3. “California courts have been clear that California’s public policy against restraint of trade law trumps other state laws when an employee seeks employment in California, even if the employee had signed the contractual restraint while living outside of California and working for a non-California employer.”

SB 699 was passed to address these issues. Specifically, as of January 1, 2024, SB 699 adds a new section to the Business and Professions Code (B&P Section 16600.5), implementing the following restrictions:

  • Any contract that is void under B&P Section 16600 is unenforceable regardless of where and when the contract was signed.
  • An employer or former employer “shall not attempt to enforce” a contract that is void regardless of whether the contract was signed and the employment was maintained outside of California.
  • An employer shall not enter into a contract with an employee or prospective employee that includes a provision that is void under this chapter.
  • An employer that enters into a contract that is void or attempts to enforce a contract that is void commits a civil violation. An employee, former employee, or prospective employee may bring a private action to enforce this chapter for injunctive relief or the recovery of actual damages and is entitled to recover reasonable attorney’s fees and costs.
AB 1076 Contracts in Restraint of Trade: Non-Compete AgreementsNon-compete agreement

There are three key points that employers must be aware of with the passage of AB 1076.

First, in passing this bill, the legislature codified the decision in the case Edwards v.
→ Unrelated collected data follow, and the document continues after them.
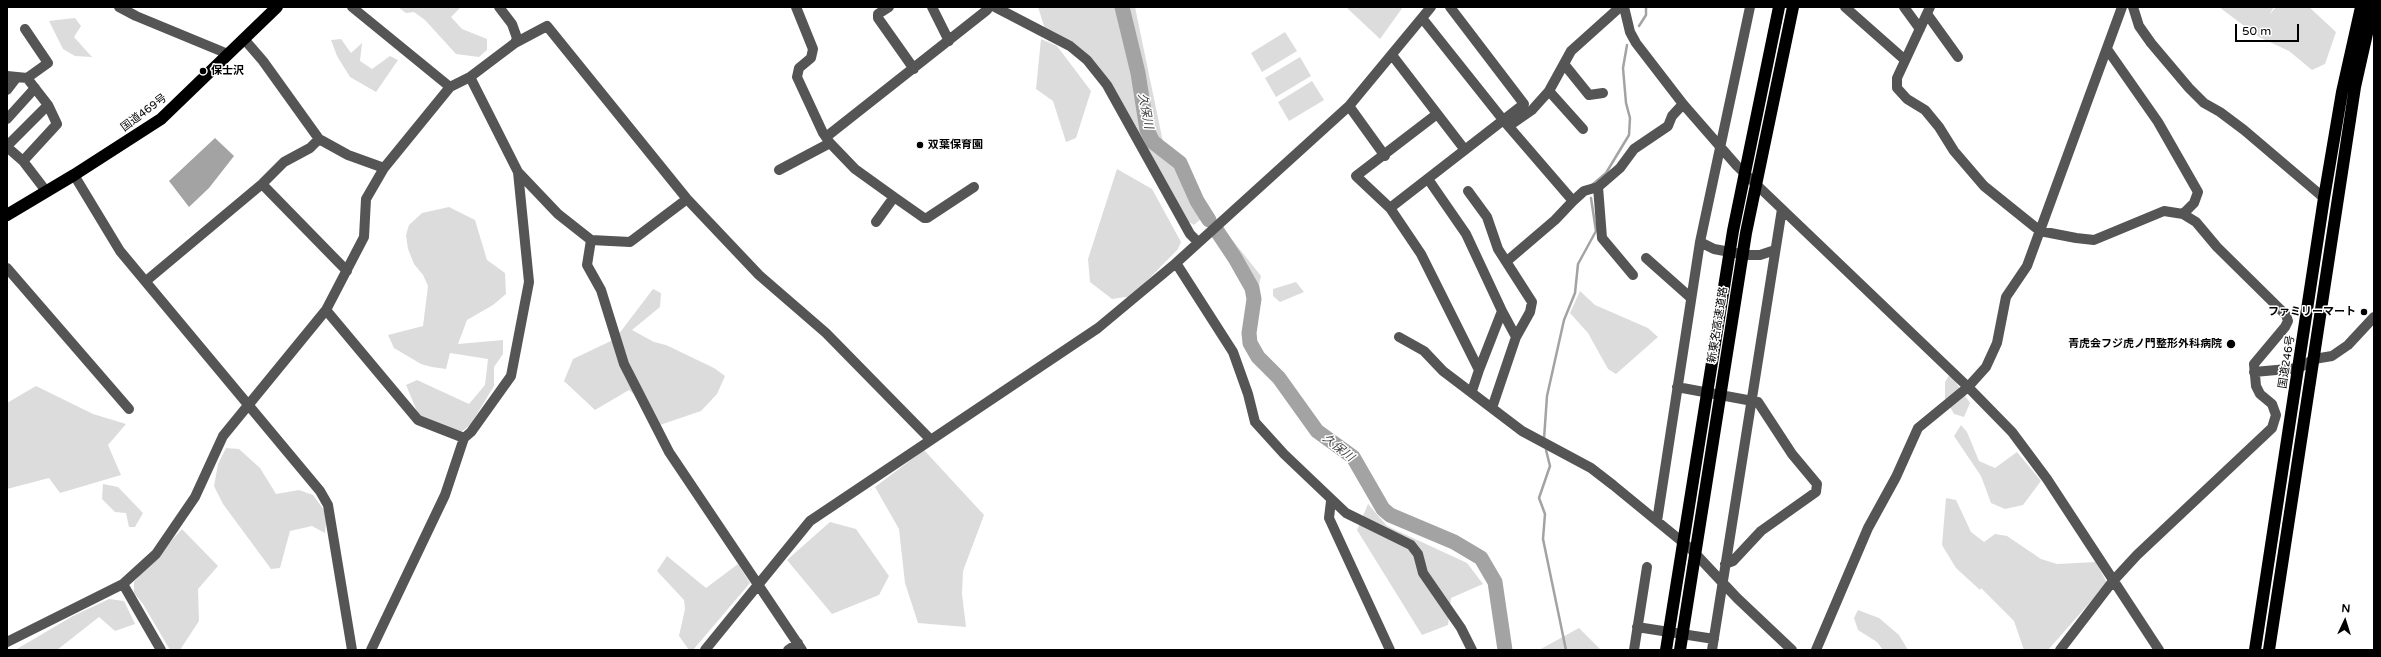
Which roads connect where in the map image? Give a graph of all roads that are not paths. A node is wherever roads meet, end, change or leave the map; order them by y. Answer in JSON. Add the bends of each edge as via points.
{"nodes":[{"id":1,"x":119,"y":7,"type":"edge"},
{"id":2,"x":277,"y":7,"type":"edge"},
{"id":3,"x":352,"y":7,"type":"edge"},
{"id":4,"x":499,"y":7,"type":"edge"},
{"id":5,"x":796,"y":7,"type":"edge"},
{"id":6,"x":889,"y":7,"type":"edge"},
{"id":7,"x":932,"y":7,"type":"edge"},
{"id":8,"x":988,"y":7,"type":"edge"},
{"id":9,"x":995,"y":7,"type":"edge"},
{"id":10,"x":1431,"y":7,"type":"edge"},
{"id":11,"x":1450,"y":7,"type":"edge"},
{"id":12,"x":1620,"y":7,"type":"edge"},
{"id":13,"x":1624,"y":7,"type":"edge"},
{"id":14,"x":1750,"y":7,"type":"edge"},
{"id":15,"x":1779,"y":7,"type":"edge"},
{"id":16,"x":1793,"y":7,"type":"edge"},
{"id":17,"x":1845,"y":7,"type":"edge"},
{"id":18,"x":1904,"y":7,"type":"edge"},
{"id":19,"x":2122,"y":7,"type":"edge"},
{"id":20,"x":2133,"y":7,"type":"edge"},
{"id":21,"x":2361,"y":7,"type":"edge"},
{"id":22,"x":2373,"y":7,"type":"edge"},
{"id":23,"x":1929,"y":11,"type":"edge"},
{"id":24,"x":1422,"y":18,"type":"junction"},
{"id":25,"x":25,"y":29,"type":"dead end"},
{"id":26,"x":1920,"y":29,"type":"junction"},
{"id":27,"x":244,"y":39,"type":"junction"},
{"id":28,"x":949,"y":41,"type":"junction"},
{"id":29,"x":514,"y":43,"type":"junction"},
{"id":30,"x":2107,"y":49,"type":"junction"},
{"id":31,"x":228,"y":54,"type":"junction"},
{"id":32,"x":1392,"y":55,"type":"junction"},
{"id":33,"x":1958,"y":57,"type":"dead end"},
{"id":34,"x":1905,"y":60,"type":"junction"},
{"id":35,"x":1564,"y":64,"type":"junction"},
{"id":36,"x":914,"y":68,"type":"junction"},
{"id":37,"x":17,"y":77,"type":"edge"},
{"id":38,"x":470,"y":77,"type":"junction"},
{"id":39,"x":450,"y":87,"type":"junction"},
{"id":40,"x":35,"y":88,"type":"junction"},
{"id":41,"x":7,"y":90,"type":"edge"},
{"id":42,"x":1549,"y":91,"type":"junction"},
{"id":43,"x":1602,"y":93,"type":"dead end"},
{"id":44,"x":1683,"y":104,"type":"junction"},
{"id":45,"x":48,"y":105,"type":"junction"},
{"id":46,"x":1349,"y":106,"type":"junction"},
{"id":47,"x":1437,"y":114,"type":"junction"},
{"id":48,"x":7,"y":119,"type":"edge"},
{"id":49,"x":1507,"y":124,"type":"junction"},
{"id":50,"x":1583,"y":129,"type":"dead end"},
{"id":51,"x":319,"y":138,"type":"junction"},
{"id":52,"x":828,"y":140,"type":"junction"},
{"id":53,"x":8,"y":144,"type":"edge"},
{"id":54,"x":1720,"y":147,"type":"junction"},
{"id":55,"x":1465,"y":150,"type":"junction"},
{"id":56,"x":1385,"y":156,"type":"junction"},
{"id":57,"x":23,"y":161,"type":"junction"},
{"id":58,"x":384,"y":168,"type":"junction"},
{"id":59,"x":779,"y":170,"type":"dead end"},
{"id":60,"x":518,"y":172,"type":"junction"},
{"id":61,"x":74,"y":175,"type":"junction"},
{"id":62,"x":1428,"y":179,"type":"junction"},
{"id":63,"x":262,"y":184,"type":"junction"},
{"id":64,"x":974,"y":187,"type":"dead end"},
{"id":65,"x":1598,"y":188,"type":"junction"},
{"id":66,"x":46,"y":191,"type":"junction"},
{"id":67,"x":1468,"y":191,"type":"dead end"},
{"id":68,"x":894,"y":197,"type":"junction"},
{"id":69,"x":2324,"y":198,"type":"junction"},
{"id":70,"x":687,"y":199,"type":"junction"},
{"id":71,"x":1573,"y":201,"type":"junction"},
{"id":72,"x":1390,"y":208,"type":"junction"},
{"id":73,"x":1782,"y":209,"type":"junction"},
{"id":74,"x":2183,"y":214,"type":"junction"},
{"id":75,"x":7,"y":215,"type":"edge"},
{"id":76,"x":876,"y":222,"type":"dead end"},
{"id":77,"x":2040,"y":231,"type":"junction"},
{"id":78,"x":591,"y":240,"type":"junction"},
{"id":79,"x":1198,"y":242,"type":"junction"},
{"id":80,"x":1700,"y":242,"type":"junction"},
{"id":81,"x":1775,"y":250,"type":"junction"},
{"id":82,"x":1646,"y":258,"type":"dead end"},
{"id":83,"x":1507,"y":261,"type":"junction"},
{"id":84,"x":1176,"y":263,"type":"junction"},
{"id":85,"x":7,"y":268,"type":"edge"},
{"id":86,"x":347,"y":271,"type":"junction"},
{"id":87,"x":1633,"y":275,"type":"dead end"},
{"id":88,"x":146,"y":282,"type":"junction"},
{"id":89,"x":1690,"y":298,"type":"junction"},
{"id":90,"x":326,"y":310,"type":"junction"},
{"id":91,"x":1502,"y":311,"type":"junction"},
{"id":92,"x":2374,"y":317,"type":"edge"},
{"id":93,"x":1399,"y":337,"type":"dead end"},
{"id":94,"x":1516,"y":337,"type":"junction"},
{"id":95,"x":2314,"y":359,"type":"junction"},
{"id":96,"x":2299,"y":368,"type":"junction"},
{"id":97,"x":1478,"y":370,"type":"junction"},
{"id":98,"x":2254,"y":372,"type":"junction"},
{"id":99,"x":1968,"y":386,"type":"junction"},
{"id":100,"x":1677,"y":387,"type":"junction"},
{"id":101,"x":1472,"y":391,"type":"junction"},
{"id":102,"x":1750,"y":399,"type":"junction"},
{"id":103,"x":250,"y":406,"type":"junction"},
{"id":104,"x":1492,"y":408,"type":"junction"},
{"id":105,"x":129,"y":409,"type":"dead end"},
{"id":106,"x":464,"y":438,"type":"junction"},
{"id":107,"x":930,"y":439,"type":"junction"},
{"id":108,"x":1331,"y":501,"type":"junction"},
{"id":109,"x":1656,"y":520,"type":"junction"},
{"id":110,"x":1725,"y":564,"type":"junction"},
{"id":111,"x":1647,"y":567,"type":"dead end"},
{"id":112,"x":2113,"y":581,"type":"junction"},
{"id":113,"x":1722,"y":583,"type":"junction"},
{"id":114,"x":123,"y":584,"type":"junction"},
{"id":115,"x":758,"y":586,"type":"junction"},
{"id":116,"x":1637,"y":627,"type":"junction"},
{"id":117,"x":1714,"y":639,"type":"junction"},
{"id":118,"x":7,"y":642,"type":"edge"},
{"id":119,"x":800,"y":647,"type":"edge"},
{"id":120,"x":161,"y":650,"type":"edge"},
{"id":121,"x":352,"y":650,"type":"edge"},
{"id":122,"x":371,"y":650,"type":"edge"},
{"id":123,"x":705,"y":650,"type":"edge"},
{"id":124,"x":788,"y":650,"type":"edge"},
{"id":125,"x":1390,"y":650,"type":"edge"},
{"id":126,"x":1472,"y":650,"type":"edge"},
{"id":127,"x":1634,"y":650,"type":"edge"},
{"id":128,"x":1666,"y":650,"type":"edge"},
{"id":129,"x":1680,"y":650,"type":"edge"},
{"id":130,"x":1712,"y":650,"type":"edge"},
{"id":131,"x":1792,"y":650,"type":"edge"},
{"id":132,"x":1816,"y":650,"type":"edge"},
{"id":133,"x":2060,"y":650,"type":"edge"},
{"id":134,"x":2159,"y":650,"type":"edge"},
{"id":135,"x":2255,"y":650,"type":"edge"},
{"id":136,"x":2269,"y":650,"type":"edge"}],
"edges":[{"from":1,"to":31,"type":"street"},
{"from":2,"to":27,"type":"highway","name":"国道469号"},
{"from":3,"to":39,"type":"street"},
{"from":4,"to":29,"type":"street","via":[[512,24],[517,38]]},
{"from":5,"to":52,"type":"street","via":[[813,49],[811,58],[799,68],[797,77]]},
{"from":6,"to":36,"type":"street","via":[[878,14],[878,18]]},
{"from":7,"to":28,"type":"street"},
{"from":8,"to":28,"type":"street"},
{"from":9,"to":79,"type":"street","via":[[1070,46],[1087,60],[1107,85],[1190,234]]},
{"from":10,"to":24,"type":"street"},
{"from":11,"to":49,"type":"street","via":[[1524,104]]},
{"from":12,"to":35,"type":"street","via":[[1571,51]]},
{"from":13,"to":44,"type":"street","via":[[1630,32],[1636,43]]},
{"from":14,"to":54,"type":"street"},
{"from":15,"to":128,"type":"highway","name":"新東名高速道路","via":[[1733,231]]},
{"from":16,"to":129,"type":"highway","name":"新東名高速道路","via":[[1746,233]]},
{"from":17,"to":34,"type":"street"},
{"from":18,"to":26,"type":"street"},
{"from":19,"to":30,"type":"street"},
{"from":20,"to":69,"type":"street","via":[[2139,26],[2189,88],[2204,103],[2244,130]]},
{"from":21,"to":69,"type":"highway","name":"国道246号","via":[[2342,92]]},
{"from":22,"to":95,"type":"highway","via":[[2356,87]]},
{"from":23,"to":26,"type":"street"},
{"from":23,"to":33,"type":"street"},
{"from":24,"to":32,"type":"street"},
{"from":24,"to":49,"type":"street"},
{"from":25,"to":37,"type":"street","via":[[48,62]]},
{"from":26,"to":34,"type":"street"},
{"from":27,"to":31,"type":"highway","name":"国道469号"},
{"from":27,"to":51,"type":"street"},
{"from":28,"to":36,"type":"street"},
{"from":29,"to":38,"type":"street"},
{"from":29,"to":70,"type":"street","via":[[547,26]]},
{"from":30,"to":74,"type":"street","via":[[2158,122],[2198,192],[2194,203]]},
{"from":30,"to":77,"type":"street"},
{"from":31,"to":61,"type":"highway","name":"国道469号","via":[[161,119]]},
{"from":32,"to":46,"type":"street"},
{"from":32,"to":47,"type":"street"},
{"from":34,"to":77,"type":"street","via":[[1897,78],[1897,88],[1907,99],[1925,110],[1954,151],[1984,186]]},
{"from":35,"to":42,"type":"street"},
{"from":35,"to":43,"type":"street","via":[[1589,95]]},
{"from":36,"to":52,"type":"street"},
{"from":37,"to":40,"type":"street"},
{"from":37,"to":41,"type":"street"},
{"from":38,"to":39,"type":"street"},
{"from":38,"to":60,"type":"street"},
{"from":39,"to":58,"type":"street"},
{"from":40,"to":45,"type":"street"},
{"from":40,"to":48,"type":"street"},
{"from":42,"to":49,"type":"street","via":[[1532,110]]},
{"from":42,"to":50,"type":"street"},
{"from":44,"to":54,"type":"street"},
{"from":44,"to":65,"type":"street","via":[[1672,116],[1668,126],[1634,149],[1620,168]]},
{"from":45,"to":53,"type":"street"},
{"from":45,"to":57,"type":"street","via":[[57,124]]},
{"from":46,"to":56,"type":"street"},
{"from":46,"to":79,"type":"street"},
{"from":47,"to":55,"type":"street"},
{"from":47,"to":56,"type":"street"},
{"from":49,"to":55,"type":"street"},
{"from":49,"to":71,"type":"street"},
{"from":51,"to":58,"type":"street","via":[[348,155]]},
{"from":51,"to":63,"type":"street","via":[[310,148],[284,162]]},
{"from":52,"to":59,"type":"street"},
{"from":52,"to":68,"type":"street","via":[[855,169]]},
{"from":53,"to":57,"type":"street"},
{"from":54,"to":73,"type":"street","via":[[1736,166]]},
{"from":54,"to":80,"type":"street"},
{"from":55,"to":62,"type":"street"},
{"from":56,"to":72,"type":"street","via":[[1356,176]]},
{"from":57,"to":66,"type":"street"},
{"from":58,"to":86,"type":"street","via":[[366,199],[364,237]]},
{"from":60,"to":78,"type":"street","via":[[558,214]]},
{"from":60,"to":106,"type":"street","via":[[529,282],[511,376]]},
{"from":61,"to":66,"type":"highway","name":"国道469号"},
{"from":61,"to":88,"type":"street","via":[[120,250]]},
{"from":62,"to":72,"type":"street"},
{"from":62,"to":91,"type":"street","via":[[1466,234]]},
{"from":63,"to":86,"type":"street"},
{"from":63,"to":88,"type":"street"},
{"from":64,"to":68,"type":"street","via":[[927,218]]},
{"from":65,"to":71,"type":"street","via":[[1584,191]]},
{"from":65,"to":87,"type":"street","via":[[1602,238]]},
{"from":66,"to":75,"type":"highway","name":"国道469号"},
{"from":67,"to":83,"type":"street","via":[[1487,217],[1498,249]]},
{"from":68,"to":76,"type":"street"},
{"from":69,"to":96,"type":"highway","name":"国道246号"},
{"from":70,"to":78,"type":"street","via":[[630,242]]},
{"from":70,"to":107,"type":"street","via":[[759,275],[826,333]]},
{"from":71,"to":83,"type":"street"},
{"from":72,"to":97,"type":"street","via":[[1421,254]]},
{"from":73,"to":81,"type":"street"},
{"from":73,"to":99,"type":"street"},
{"from":74,"to":77,"type":"street","via":[[2164,211],[2094,240]]},
{"from":74,"to":98,"type":"street","via":[[2196,222],[2216,247],[2286,315],[2286,327],[2254,364]]},
{"from":77,"to":99,"type":"street","via":[[2027,266],[2006,297],[1994,349],[1986,367]]},
{"from":78,"to":115,"type":"street","via":[[587,265],[601,290],[624,364],[669,452]]},
{"from":79,"to":84,"type":"street"},
{"from":80,"to":81,"type":"street","via":[[1714,249],[1746,255],[1760,255]]},
{"from":80,"to":89,"type":"street"},
{"from":81,"to":102,"type":"street"},
{"from":82,"to":89,"type":"street"},
{"from":83,"to":94,"type":"street","via":[[1532,302],[1530,312]]},
{"from":84,"to":107,"type":"street","via":[[1098,328]]},
{"from":84,"to":108,"type":"street","via":[[1233,352],[1243,376],[1255,422]]},
{"from":85,"to":105,"type":"street"},
{"from":86,"to":90,"type":"street"},
{"from":88,"to":103,"type":"street"},
{"from":89,"to":100,"type":"street"},
{"from":90,"to":103,"type":"street"},
{"from":90,"to":106,"type":"street","via":[[418,420]]},
{"from":91,"to":94,"type":"street"},
{"from":91,"to":97,"type":"street"},
{"from":92,"to":95,"type":"street","via":[[2348,345],[2332,356]]},
{"from":93,"to":101,"type":"street","via":[[1424,351],[1443,371]]},
{"from":94,"to":104,"type":"street"},
{"from":95,"to":96,"type":"street"},
{"from":95,"to":136,"type":"highway"},
{"from":96,"to":98,"type":"street"},
{"from":96,"to":135,"type":"highway","name":"国道246号"},
{"from":97,"to":101,"type":"street"},
{"from":98,"to":112,"type":"street","via":[[2260,394],[2272,404],[2276,415],[2272,428],[2152,540]]},
{"from":99,"to":112,"type":"street","via":[[2012,432],[2047,479]]},
{"from":99,"to":132,"type":"street","via":[[1918,428],[1896,477],[1868,528]]},
{"from":100,"to":102,"type":"street"},
{"from":100,"to":109,"type":"street"},
{"from":101,"to":104,"type":"street"},
{"from":102,"to":110,"type":"street"},
{"from":102,"to":110,"type":"street","via":[[1758,402],[1792,454],[1817,484],[1816,492],[1766,526],[1733,561]]},
{"from":103,"to":114,"type":"street","via":[[224,436],[183,517],[156,554]]},
{"from":103,"to":121,"type":"street","via":[[320,490],[328,505]]},
{"from":104,"to":109,"type":"street","via":[[1535,439],[1591,468]]},
{"from":106,"to":122,"type":"street","via":[[445,495]]},
{"from":107,"to":115,"type":"street","via":[[810,521]]},
{"from":108,"to":125,"type":"street","via":[[1330,518]]},
{"from":108,"to":126,"type":"street","via":[[1346,513],[1411,545],[1418,554],[1423,573],[1461,628]]},
{"from":109,"to":113,"type":"street","via":[[1691,549]]},
{"from":110,"to":113,"type":"street"},
{"from":111,"to":116,"type":"street"},
{"from":112,"to":133,"type":"street"},
{"from":112,"to":134,"type":"street"},
{"from":113,"to":117,"type":"street"},
{"from":113,"to":131,"type":"street"},
{"from":114,"to":118,"type":"street"},
{"from":114,"to":120,"type":"street"},
{"from":115,"to":119,"type":"street"},
{"from":115,"to":123,"type":"street"},
{"from":116,"to":117,"type":"street"},
{"from":116,"to":127,"type":"street"},
{"from":117,"to":130,"type":"street"},
{"from":119,"to":124,"type":"street"}]}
Arthur Andersen LLP (2008) 44 Cal. 4th 937, where the court interpreted Business and Professions Code 16600 to hold that non-compete agreements in an employment context are void, and non-compete clauses within employment contracts by which a person is restrained from engaging in a lawful profession, trade, or business of any kind is void, unless one of the narrow exceptions applied. AB 1076 now makes it more difficult for the courts to depart from the Edwards decision.

Second, with AB 1076, it is now unlawful to include a non-compete clause in an employment contract, or to require an employee to enter a non-compete agreement, unless an existing (narrow) exception applies. Previously, such agreements were void, meaning they were unenforceable in California. However, AB 1076 makes the inclusion of a non-compete clause or requiring an employee to enter a non-compete agreement an act of unfair competition under California Business and Professions Code Sections 17200 et seq. As a result, employers may face a civil penalty of up to $2,500 per violation.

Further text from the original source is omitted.